At HPL Law Group, we understand the importance of planning for your future. We offer a number of documents that should provide you with the assurance that your wishes will be carried out in the event that you become unable to manage your own affairs and ultimately, in the event of your eventual passing.

1. Planning for your death: Wills

Amazingly, around 40% of people die every year without having a Will. This is despite the fact that having a comprehensive Will is not a difficult or costly task, and that dying without a Will usually causes unnecessary grief, costs and possible misdirection of assets. If you are concerned about who receives your assets after you die, then it is essential that you make a Will.
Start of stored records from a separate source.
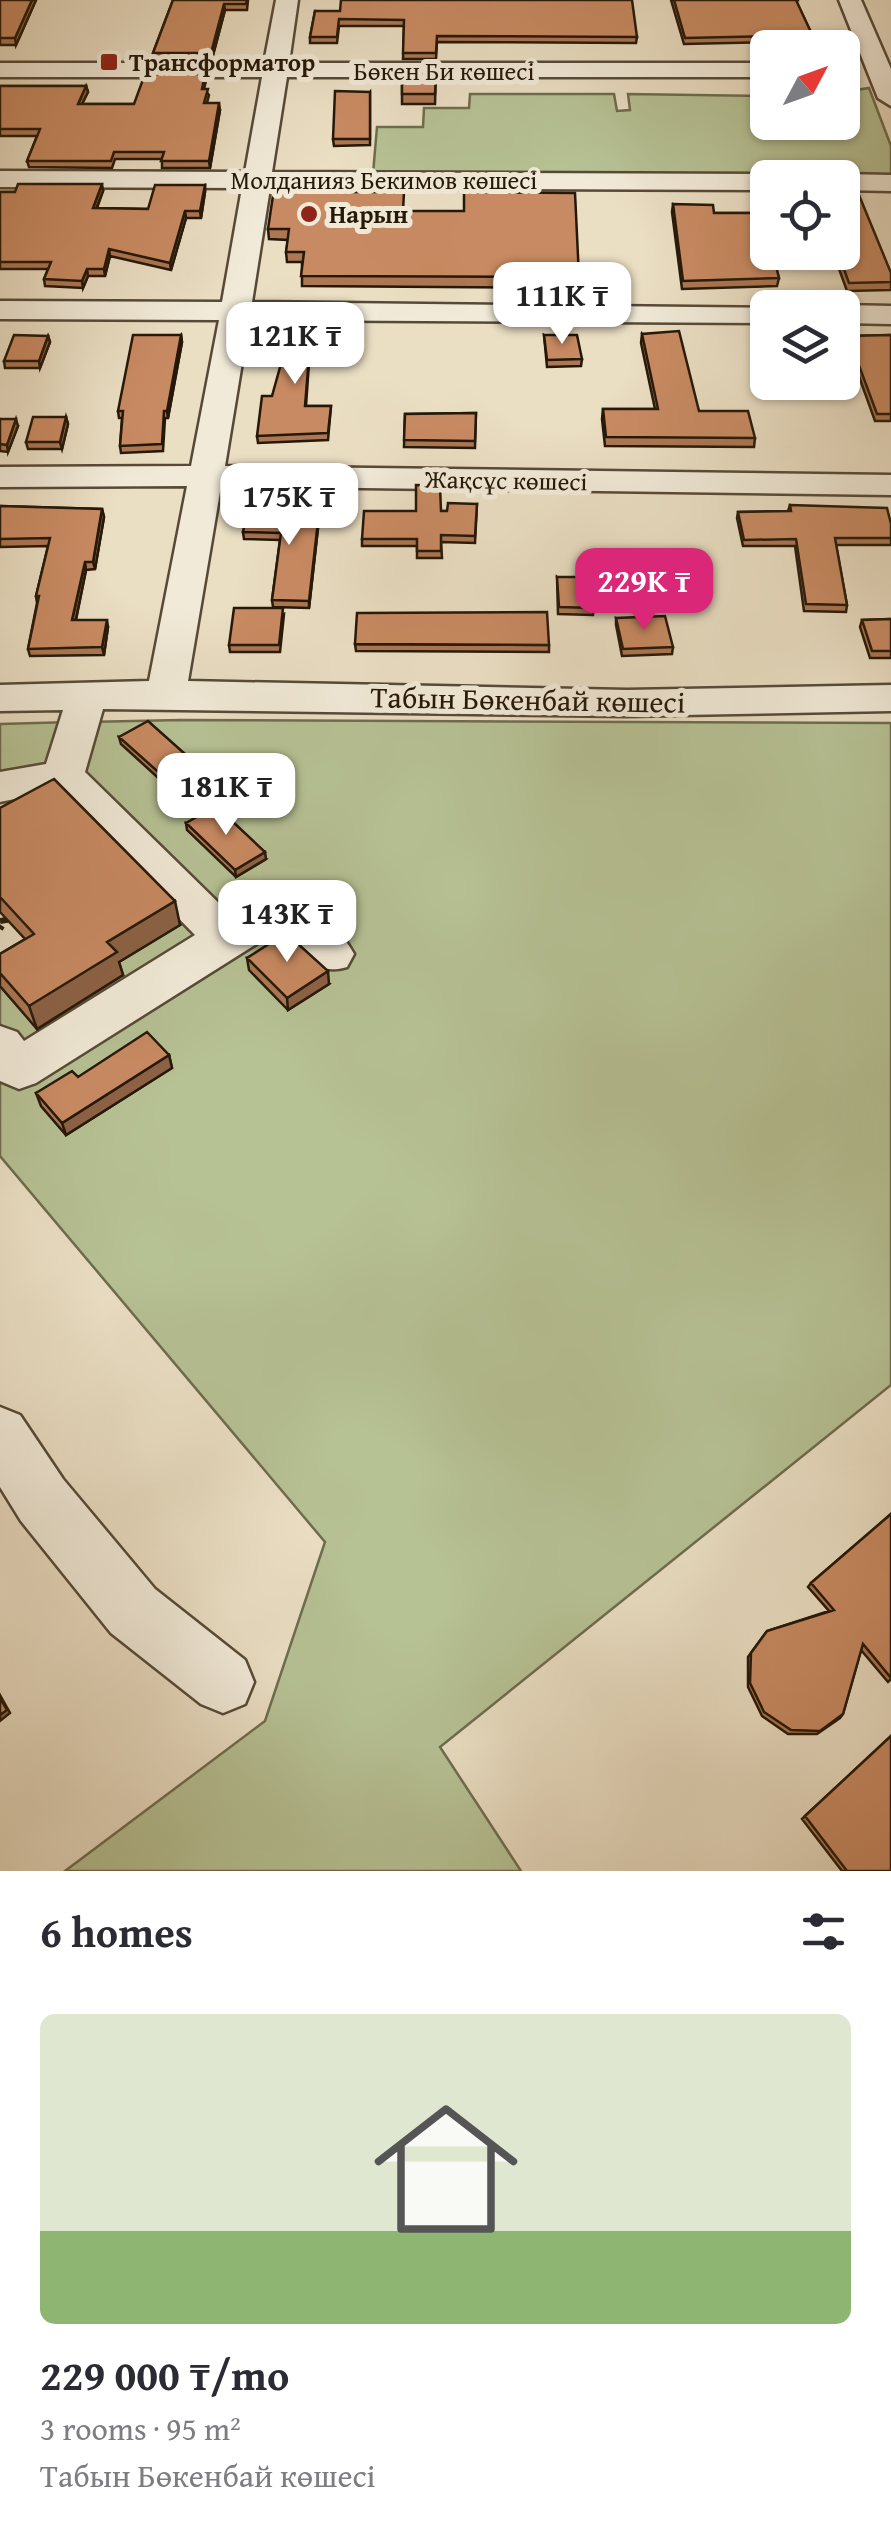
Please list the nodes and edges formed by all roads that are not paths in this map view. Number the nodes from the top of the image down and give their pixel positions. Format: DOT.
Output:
graph roads {
  1 [pos="287,0"];
  2 [pos="850,0"];
  3 [pos="0,70"];
  4 [pos="750,70"];
  5 [pos="878,70"];
  6 [pos="276,71"];
  7 [pos="891,98"];
  8 [pos="0,179"];
  9 [pos="259,179"];
  10 [pos="750,182"];
  11 [pos="860,182"];
  12 [pos="891,183"];
  13 [pos="0,310"];
  14 [pos="236,310"];
  15 [pos="750,314"];
  16 [pos="860,314"];
  17 [pos="891,314"];
  18 [pos="204,476"];
  19 [pos="0,477"];
  20 [pos="891,485"];
  21 [pos="166,694"];
  22 [pos="87,696"];
  23 [pos="0,698"];
  24 [pos="891,698"];
  25 [pos="63,775"];
  26 [pos="0,787"];
  27 [pos="226,938"];
  28 [pos="330,954"];
  29 [pos="0,1046"];
  30 [pos="0,1434"];
  31 [pos="223,1682"];
  1 -- 6 [label="street"];
  2 -- 5 [label="street"];
  3 -- 6 [label="street, Бөкен Би көшесі"];
  4 -- 6 [label="street, Бөкен Би көшесі"];
  5 -- 7 [label="street"];
  6 -- 9 [label="street"];
  8 -- 9 [label="street, Молданияз Бекимов көшесі"];
  9 -- 10 [label="street, Молданияз Бекимов көшесі"];
  9 -- 14 [label="street"];
  11 -- 12 [label="street"];
  13 -- 14 [label="street"];
  14 -- 15 [label="street"];
  14 -- 18 [label="street"];
  16 -- 17 [label="street"];
  18 -- 19 [label="street, Жақсұс көшесі"];
  18 -- 20 [label="street, Жақсұс көшесі"];
  18 -- 21 [label="street"];
  21 -- 22 [label="street"];
  21 -- 24 [label="street, Табын Бөкенбай көшесі"];
  22 -- 23 [label="street"];
  22 -- 25 [label="street"];
  25 -- 26 [label="street"];
  25 -- 27 [label="street"];
  27 -- 28 [label="street"];
  27 -- 29 [label="street"];
  30 -- 31 [label="street"];
}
It is particularly important to make a Will if you have a family or dependants.

If you die without a Will, the legal procedures are more complicated and time consuming and will usually cause more expense and worry to your family. If you do not leave a Will, the law provides a formula which sets out who is entitled to your assets. The formula may not distribute your assets in a way you would have wanted.

While you can leave your assets to anyone you wish, the law expects you to make proper provision for your spouse, children (including ex-nuptial children) and certain dependants. If you do not, those persons could challenge your Will by making what is referred to as a ‘family provision application’. There is no way to prevent a family provision application being made, but there are things you can do to reduce the risk.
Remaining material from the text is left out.